→ What you will do: Your answer is one number: the count of lines below that hold the word "LINJEVEIEN".

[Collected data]
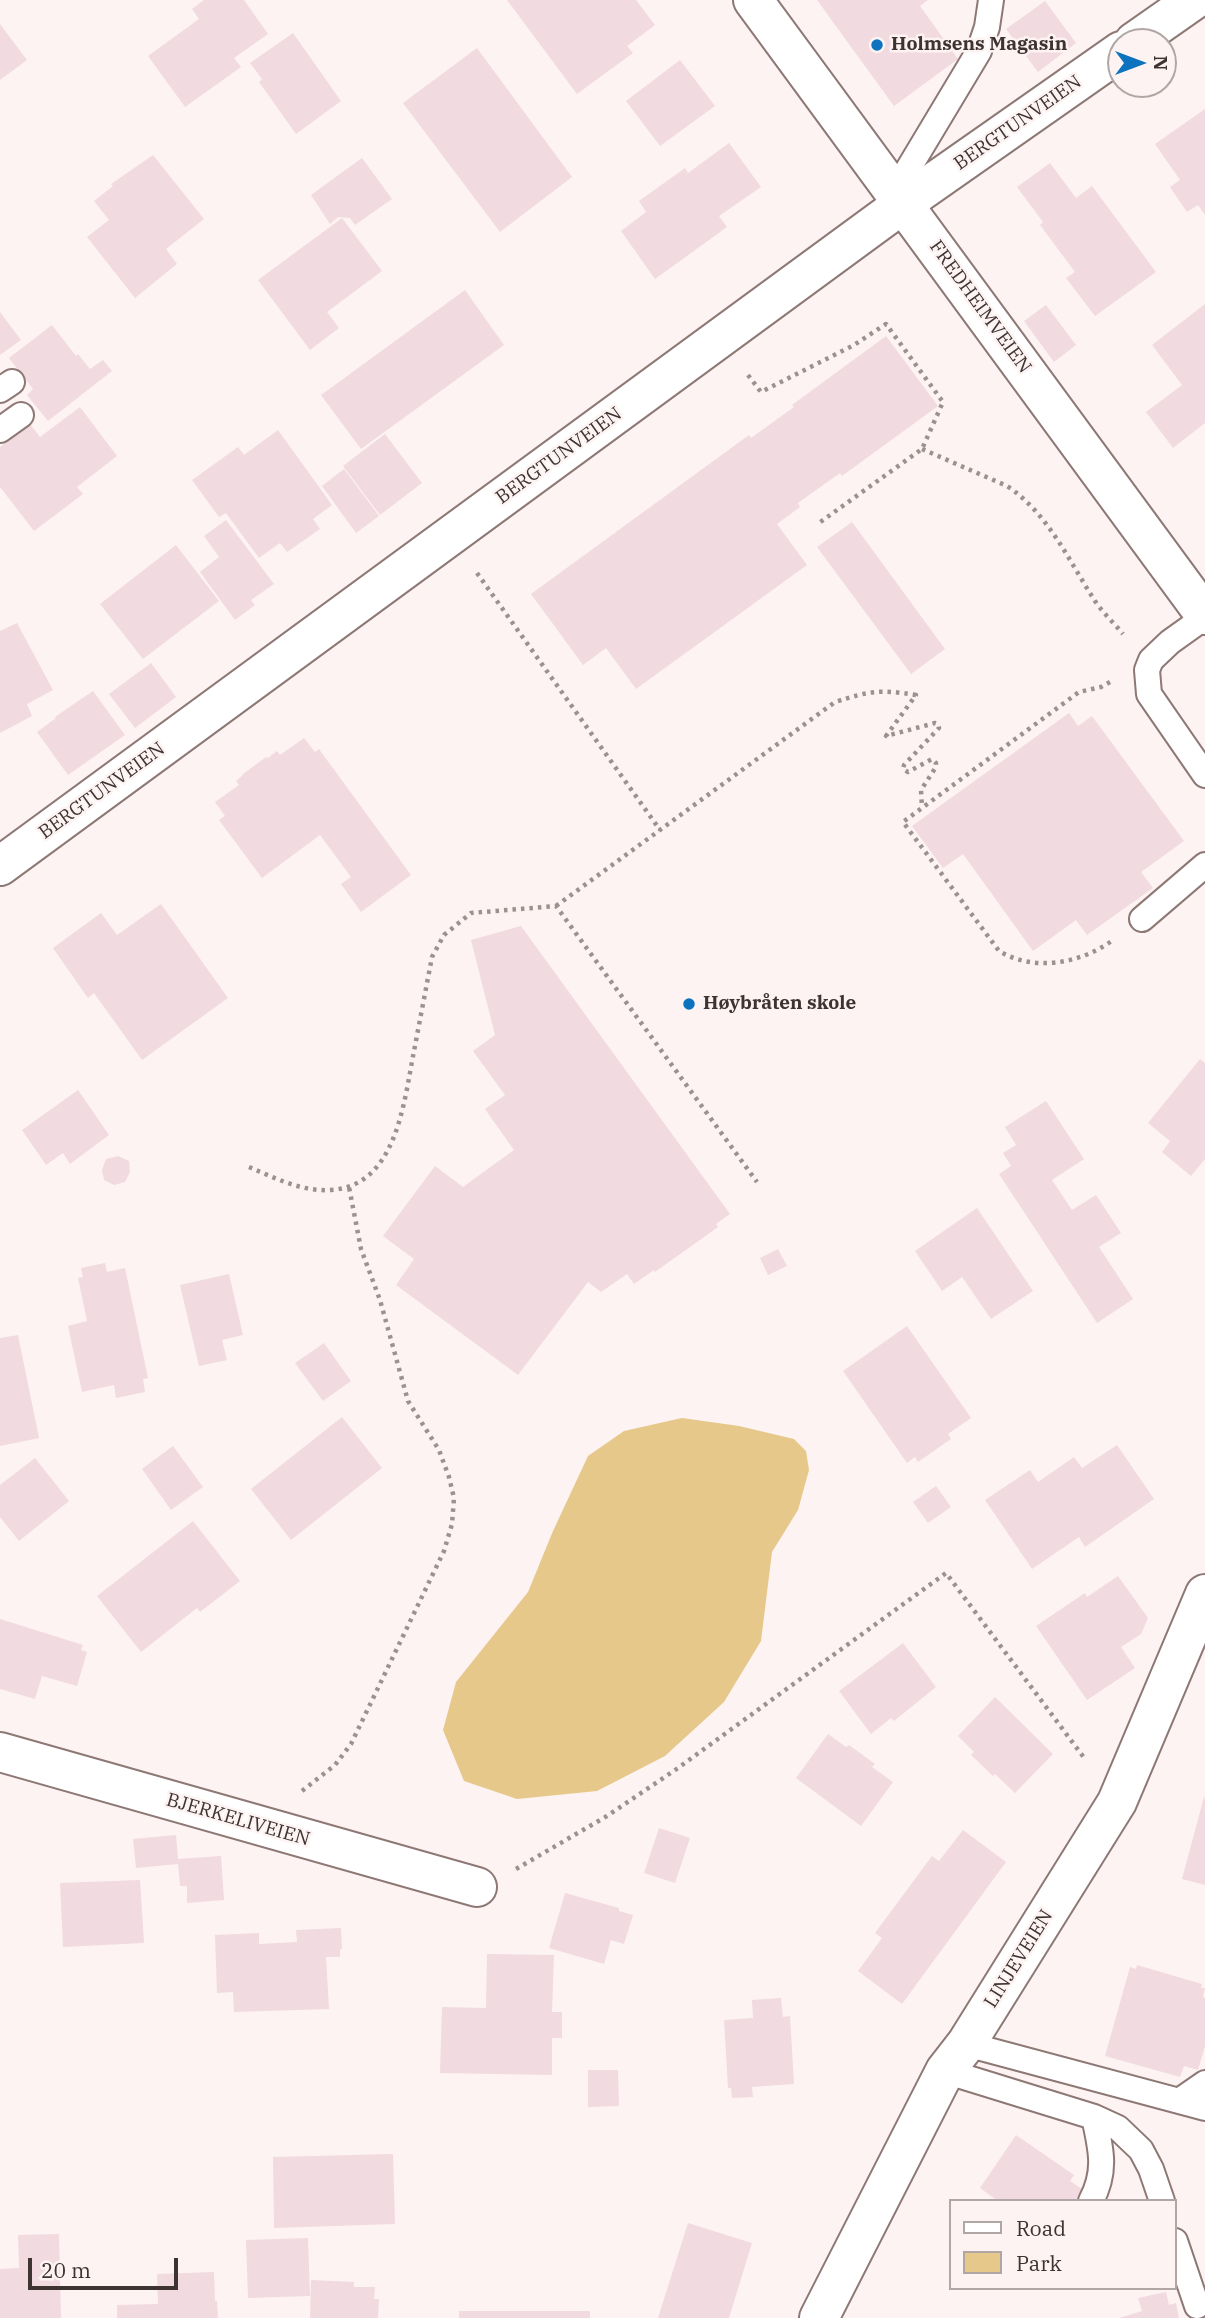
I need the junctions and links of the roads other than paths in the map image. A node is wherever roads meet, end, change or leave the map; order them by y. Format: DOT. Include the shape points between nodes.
graph roads {
  1 [pos="753,0"];
  2 [pos="991,0"];
  3 [pos="1194,0"];
  4 [pos="1154,28"];
  5 [pos="1107,60"];
  6 [pos="899,197"];
  7 [pos="21,415"];
  8 [pos="0,430"];
  9 [pos="1205,616"];
  10 [pos="1205,775"];
  11 [pos="1205,865"];
  12 [pos="0,866"];
  13 [pos="1142,919"];
  14 [pos="1205,1594"];
  15 [pos="0,1752"];
  16 [pos="477,1887"];
  17 [pos="956,2057"];
  18 [pos="1205,2083"];
  19 [pos="1180,2101"];
  20 [pos="1205,2108"];
  21 [pos="1094,2117"];
  22 [pos="1092,2199"];
  23 [pos="1161,2199"];
  24 [pos="1177,2247"];
  25 [pos="1197,2306"];
  26 [pos="818,2318"];
  1 -- 6 [label="street, FREDHEIMVEIEN"];
  2 -- 6 [label="lane" via="979,51"];
  3 -- 4 [label="street"];
  5 -- 6 [label="street, BERGTUNVEIEN"];
  6 -- 9 [label="street, FREDHEIMVEIEN"];
  6 -- 12 [label="street, BERGTUNVEIEN" via="720,338"];
  7 -- 8 [label="lane"];
  9 -- 10 [label="lane" via="1170,642 1147,670 1149,694"];
  11 -- 13 [label="lane"];
  14 -- 17 [label="street, LINJEVEIEN" via="1117,1802"];
  15 -- 16 [label="street, BJERKELIVEIEN"];
  17 -- 19 [label="lane"];
  17 -- 21 [label="lane"];
  17 -- 26 [label="street, LINJEVEIEN"];
  18 -- 19 [label="lane"];
  19 -- 20 [label="lane"];
  21 -- 22 [label="lane" via="1102,2169"];
  21 -- 23 [label="lane" via="1118,2128 1141,2150"];
  24 -- 25 [label="lane"];
}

→ Result of this exercise: 2